Connecticut outlasts splashy Alabama, setting up a heavyweight final

Connecticut outlasts splashy Alabama, setting up a heavyweight final

Tooba Shakir 54 years ago 0 0

GLENDALE, Ariz. — Connecticut, the Secretariat of the past two NCAA men’s basketball tournaments, could not subject Alabama to one of those familiar Connecticut stretch runs that conjure a jockey looking back over his shoulder trying to see if he can spot somebody back there. Yet it did show Saturday night that it could win through another method: a steady, poised climb to an 86-72 nod.

With that, it became not only the first defending champion to reach a Final Four since 2007 but also the first to reach a national title game since Florida turned up opposite Ohio State way back then. Further, it arranged a daydream of a Monday night at the Arizona Cardinals’ stadium, where 74,720 turned up for the semifinals that also saw the breakthrough of similarly towering Purdue.

It meant the tournament, so often fiendish with its knack for upsets and its patent disregard for regular season consistency, got out of the way and allowed a final between two teams that hovered (with Houston) above the whole four-month season and will bring fat, healthy records to Monday night: the 36-3 of Connecticut and the 34-4 of Purdue.

The Huskies held up their end despite the sight of repeated Alabama swishes from three-point range, as the Crimson Tide started 8 for 11 by halftime and 9 for 13 soon thereafter before tailing off to a more human 11 for 23. That made Alabama (25-12) viable in a game that stood at 57-56 with 12 minutes to play and 67-61 with eight.
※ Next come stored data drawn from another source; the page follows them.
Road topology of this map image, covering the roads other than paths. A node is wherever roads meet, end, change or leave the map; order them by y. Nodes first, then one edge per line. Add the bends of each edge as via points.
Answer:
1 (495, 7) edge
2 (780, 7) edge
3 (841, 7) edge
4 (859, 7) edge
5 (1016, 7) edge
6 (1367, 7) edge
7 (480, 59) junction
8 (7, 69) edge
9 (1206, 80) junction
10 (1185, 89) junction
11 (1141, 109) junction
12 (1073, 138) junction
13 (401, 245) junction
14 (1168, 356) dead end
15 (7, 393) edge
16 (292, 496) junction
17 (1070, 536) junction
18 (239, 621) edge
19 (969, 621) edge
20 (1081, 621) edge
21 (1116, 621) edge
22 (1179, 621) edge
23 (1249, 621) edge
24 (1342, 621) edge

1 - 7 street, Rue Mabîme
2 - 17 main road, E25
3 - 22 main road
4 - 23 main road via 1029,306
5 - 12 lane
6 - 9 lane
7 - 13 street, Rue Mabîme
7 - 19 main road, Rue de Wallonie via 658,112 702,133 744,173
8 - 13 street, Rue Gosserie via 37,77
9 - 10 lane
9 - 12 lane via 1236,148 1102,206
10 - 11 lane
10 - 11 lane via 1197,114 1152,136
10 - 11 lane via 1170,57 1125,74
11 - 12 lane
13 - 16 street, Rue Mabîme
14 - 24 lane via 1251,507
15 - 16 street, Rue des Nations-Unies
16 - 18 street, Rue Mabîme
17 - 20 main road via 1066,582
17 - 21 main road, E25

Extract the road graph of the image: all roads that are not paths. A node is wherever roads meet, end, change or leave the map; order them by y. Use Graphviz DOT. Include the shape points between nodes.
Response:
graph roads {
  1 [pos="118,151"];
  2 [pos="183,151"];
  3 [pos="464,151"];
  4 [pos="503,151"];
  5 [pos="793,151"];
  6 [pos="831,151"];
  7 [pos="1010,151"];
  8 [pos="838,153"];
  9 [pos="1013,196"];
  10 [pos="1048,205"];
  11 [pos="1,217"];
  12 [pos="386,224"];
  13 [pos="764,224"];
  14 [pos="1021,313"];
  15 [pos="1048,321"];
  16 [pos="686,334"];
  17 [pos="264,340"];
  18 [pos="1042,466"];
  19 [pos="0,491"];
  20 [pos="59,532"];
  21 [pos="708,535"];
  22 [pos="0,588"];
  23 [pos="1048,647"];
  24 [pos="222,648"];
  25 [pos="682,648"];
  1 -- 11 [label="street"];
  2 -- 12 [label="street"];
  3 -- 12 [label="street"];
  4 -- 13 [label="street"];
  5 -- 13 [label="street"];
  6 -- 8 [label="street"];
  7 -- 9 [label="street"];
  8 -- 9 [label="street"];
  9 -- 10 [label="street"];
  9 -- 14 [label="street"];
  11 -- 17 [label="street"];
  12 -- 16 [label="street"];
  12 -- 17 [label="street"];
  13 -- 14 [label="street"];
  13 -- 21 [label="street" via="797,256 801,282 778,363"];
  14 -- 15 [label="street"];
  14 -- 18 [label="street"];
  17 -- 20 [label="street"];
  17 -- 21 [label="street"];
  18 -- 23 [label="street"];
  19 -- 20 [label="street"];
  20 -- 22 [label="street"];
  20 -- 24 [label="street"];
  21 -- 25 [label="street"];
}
For window dressing, though, the No. 4 seed from the West Region did not match the 13 points Miami ended up trailing Connecticut in last season’s Final Four, the closest any team has come in 11 tournament games across the 2023 and 2024 brackets.

One thing did ring familiar, though: the beautiful chemistry of Connecticut’s collaborative basketball. It showed in a final box score that had guard Stephon Castle at 21 points and five rebounds, big man Donovan Clingan at 18 points and five rebounds, Alex Karaban and Cam Spencer at 14 points, and all-American Tristen Newton at 12 points with nine mighty assists.

Steadily, that broke through, even against the 24 points from Crimson Tide second-team all-American Mark Sears and the 19 points and 15 rebounds from banging, breakthrough big man Grant Nelson.

Having trailed for only 28 aggregate and puny seconds of their first four games of the tournament, and for barely more than five minutes in their closing four games last year, the Huskies lent basketball geeks the chance for an eccentric parlor game. It might measure the snippets of time they managed to trail, if they bothered to trail at all.

Would it resemble the games against Stetson and Northwestern, in which Connecticut helped itself to airy leads of 46-10 and 36-14, or would it work like San Diego State and Illinois, when a 35-31 lead sprouted to 73-45, and then a 23-23 tie ballooned to 53-23?

Alabama led 3-0. That was a start.

And then through the first half, Alabama kept swishing three-point shots. Five different players made them. The Crimson Tide hit five of its first seven, six of its first nine, seven of its first 10 and eight of its first 11 by halftime. It upheld Coach Nate Oats’s reply to a question Friday about whether there’s such a thing as too many threes in a game: “No.” (It depends on the defense, he said.)

Then, when Connecticut led 42-35 and did seem capable of going happily astray from Alabama’s hopes, a fresh shotmaker stepped in. It was Sears, the Alabamian transfer from Ohio University who had not partaken as the clock ticked into the last minute before halftime. When his launch from the right side splashed down with 50 seconds left, it narrowed the score to 42-38.

When Sears wound his way through larger bodies and the lane to find a soft layup from the left side as the half expired, the score stood 44-40, Sears stood 5 for 5 from the field with three rebounds and two assists, and the lingering Alabama fret would be that its 8-for-11 first half from downtown Phoenix somehow resulted in that deficit.

That Connecticut lead happened on little binges rather than big gasps, on recoveries from deficits such as 18-15, 23-18 and 25-24. It featured a mild assists advantage of 9-6 (four from Newton), 5 for 15 three-point shooting, 13 points from Castle and eight each from Clingan and Spencer.

Still, the Huskies’ repeated separations would not hold. They included a 48-40 lead that withered to 48-47 and a 55-47 advantage that shrank to 55-54. Only at the 14-minute mark of the second half did Alabama begin to show some humanity from beyond the arc, missing three straight, including two from Sears, one blocked by Karaban and one fast and wild and hopeless. By then, the Crimson Tide had drifted to a mere 10 for 18.

Even that kind of thing couldn’t topple Connecticut.